H&E Equipment Services achieved sequential revenue growth of 14.2 percent in the second quarter, registering growth in all segments. The company increased its time utilization, sequentially, from 49.7 percent in the first quarter to 55.3 percent.

H&E began reinvesting in rental capital expenditures with improving market conditions. Net rental capital expenditures were $6.9 million, the first quarter of positive net spending since late 2008.

On the revenue front, total revenues declined 27.3 percent to $131 million for the quarter, compared with $180.2 million for the second quarter of 2010. Equipment rental revenues decreased 16.8 percent to $41.7 million, compared with $50.1 million in the second quarter of 2009. Gross profit plunged 27.3 percent to $32.4 million compared with $44.5 million for the same period a year ago.

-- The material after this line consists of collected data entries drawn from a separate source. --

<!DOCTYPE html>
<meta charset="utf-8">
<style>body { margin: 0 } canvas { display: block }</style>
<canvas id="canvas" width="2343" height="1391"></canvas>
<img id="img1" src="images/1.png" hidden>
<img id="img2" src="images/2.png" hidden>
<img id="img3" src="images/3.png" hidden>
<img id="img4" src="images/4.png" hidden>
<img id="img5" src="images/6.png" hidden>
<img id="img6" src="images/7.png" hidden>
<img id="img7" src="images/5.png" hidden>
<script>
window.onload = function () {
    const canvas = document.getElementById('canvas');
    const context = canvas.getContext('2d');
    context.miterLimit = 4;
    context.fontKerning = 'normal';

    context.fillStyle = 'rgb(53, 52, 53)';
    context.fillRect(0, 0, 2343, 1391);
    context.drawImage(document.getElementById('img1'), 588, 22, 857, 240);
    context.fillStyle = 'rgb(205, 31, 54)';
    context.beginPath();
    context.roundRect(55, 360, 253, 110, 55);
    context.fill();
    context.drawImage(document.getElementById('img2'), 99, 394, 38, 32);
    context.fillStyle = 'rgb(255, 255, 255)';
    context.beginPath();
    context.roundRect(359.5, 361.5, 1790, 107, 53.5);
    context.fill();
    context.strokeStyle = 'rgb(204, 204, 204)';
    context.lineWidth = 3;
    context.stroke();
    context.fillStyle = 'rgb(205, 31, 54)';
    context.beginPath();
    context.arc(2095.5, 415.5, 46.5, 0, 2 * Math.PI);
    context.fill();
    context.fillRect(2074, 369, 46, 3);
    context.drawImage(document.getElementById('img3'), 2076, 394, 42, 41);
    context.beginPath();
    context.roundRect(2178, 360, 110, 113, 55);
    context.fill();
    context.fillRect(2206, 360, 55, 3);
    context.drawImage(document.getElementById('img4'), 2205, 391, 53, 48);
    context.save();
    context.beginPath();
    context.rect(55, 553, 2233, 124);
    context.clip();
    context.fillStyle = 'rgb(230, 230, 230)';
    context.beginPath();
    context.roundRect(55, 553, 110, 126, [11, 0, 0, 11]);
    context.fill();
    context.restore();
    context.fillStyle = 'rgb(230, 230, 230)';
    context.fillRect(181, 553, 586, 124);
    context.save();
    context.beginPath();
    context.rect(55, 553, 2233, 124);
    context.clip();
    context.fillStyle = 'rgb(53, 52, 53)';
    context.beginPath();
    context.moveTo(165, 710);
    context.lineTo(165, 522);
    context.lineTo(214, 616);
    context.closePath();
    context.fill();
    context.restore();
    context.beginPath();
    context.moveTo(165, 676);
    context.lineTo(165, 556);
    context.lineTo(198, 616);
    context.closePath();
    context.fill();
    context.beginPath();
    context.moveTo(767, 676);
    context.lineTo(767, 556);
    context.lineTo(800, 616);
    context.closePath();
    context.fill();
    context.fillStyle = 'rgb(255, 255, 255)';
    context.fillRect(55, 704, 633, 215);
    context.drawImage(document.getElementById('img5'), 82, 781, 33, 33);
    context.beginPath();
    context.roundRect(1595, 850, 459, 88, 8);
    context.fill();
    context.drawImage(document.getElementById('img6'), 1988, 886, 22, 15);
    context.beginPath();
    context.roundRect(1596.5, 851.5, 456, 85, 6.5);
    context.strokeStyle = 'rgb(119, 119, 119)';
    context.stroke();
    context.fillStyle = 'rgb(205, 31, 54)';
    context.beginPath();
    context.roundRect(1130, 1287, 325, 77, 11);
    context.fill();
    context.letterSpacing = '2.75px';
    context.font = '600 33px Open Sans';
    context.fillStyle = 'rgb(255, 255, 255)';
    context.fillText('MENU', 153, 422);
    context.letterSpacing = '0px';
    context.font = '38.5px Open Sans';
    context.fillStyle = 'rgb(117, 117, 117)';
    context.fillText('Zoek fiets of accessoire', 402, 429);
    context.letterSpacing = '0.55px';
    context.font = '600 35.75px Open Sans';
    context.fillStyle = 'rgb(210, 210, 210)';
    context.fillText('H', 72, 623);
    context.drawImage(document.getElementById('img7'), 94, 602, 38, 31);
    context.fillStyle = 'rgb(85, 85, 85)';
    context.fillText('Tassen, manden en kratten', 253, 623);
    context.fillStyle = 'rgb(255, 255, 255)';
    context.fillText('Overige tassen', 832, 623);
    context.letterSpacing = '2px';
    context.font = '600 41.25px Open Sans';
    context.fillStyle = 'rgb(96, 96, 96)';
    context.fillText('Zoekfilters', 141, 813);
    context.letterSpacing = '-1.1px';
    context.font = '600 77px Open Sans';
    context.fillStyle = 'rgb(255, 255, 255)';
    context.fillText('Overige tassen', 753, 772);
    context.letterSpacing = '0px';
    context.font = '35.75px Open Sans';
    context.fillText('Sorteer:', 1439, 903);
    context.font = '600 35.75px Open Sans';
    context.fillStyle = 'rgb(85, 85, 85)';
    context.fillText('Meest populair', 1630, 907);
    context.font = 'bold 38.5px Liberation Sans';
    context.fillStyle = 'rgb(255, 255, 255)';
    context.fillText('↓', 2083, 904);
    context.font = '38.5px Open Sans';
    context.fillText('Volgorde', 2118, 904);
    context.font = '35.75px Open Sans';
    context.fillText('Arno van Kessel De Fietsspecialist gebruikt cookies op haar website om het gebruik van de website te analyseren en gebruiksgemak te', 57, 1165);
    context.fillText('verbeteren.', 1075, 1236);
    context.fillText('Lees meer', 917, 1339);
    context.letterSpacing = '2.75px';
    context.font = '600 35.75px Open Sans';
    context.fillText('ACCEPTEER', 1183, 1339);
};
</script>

Gross margin was 24.7 percent, same as the year-ago quarter. Second-quarter 2010 gross margin on rentals was 31.1 percent, compared with 32.6 percent a year ago, the result of lower rental rates which declined 9.3 percent compared with Q209.

“Our business delivered solid sequential improvements in the second quarter despite ongoing challenges in the markets we serve, and, as we expected, the first quarter was a low point for the cycle,” said John Engquist, president and CEO of H&E. “Revenue for all our segments increased sequentially from the first quarter resulting in a 14.2-percent increase in total revenue. Our rental business continued to improve as units on rent once again increased, resulting in a 14.3-percent gain in rental revenue and a 63.4-percent gain in rental gross profit from the first quarter.”

“With improved market conditions in the second quarter, we began investing in our fleet once again, particularly earthmoving equipment,” added Leslie Magee, H&E’s chief financial officer.”Fleet utilization continued to improve and we are currently maintaining approximately 62 percent of our units on rent, versus 52 percent at the end of the first quarter. “We expect our rental business to continue to gain momentum as the year progresses. Our parts and service business is also improving, which is an indication that our customers are beginning to utilize their own fleets.”

Based in Baton Rouge, La., H&E Equipment Services is No. 11 on the RER 100.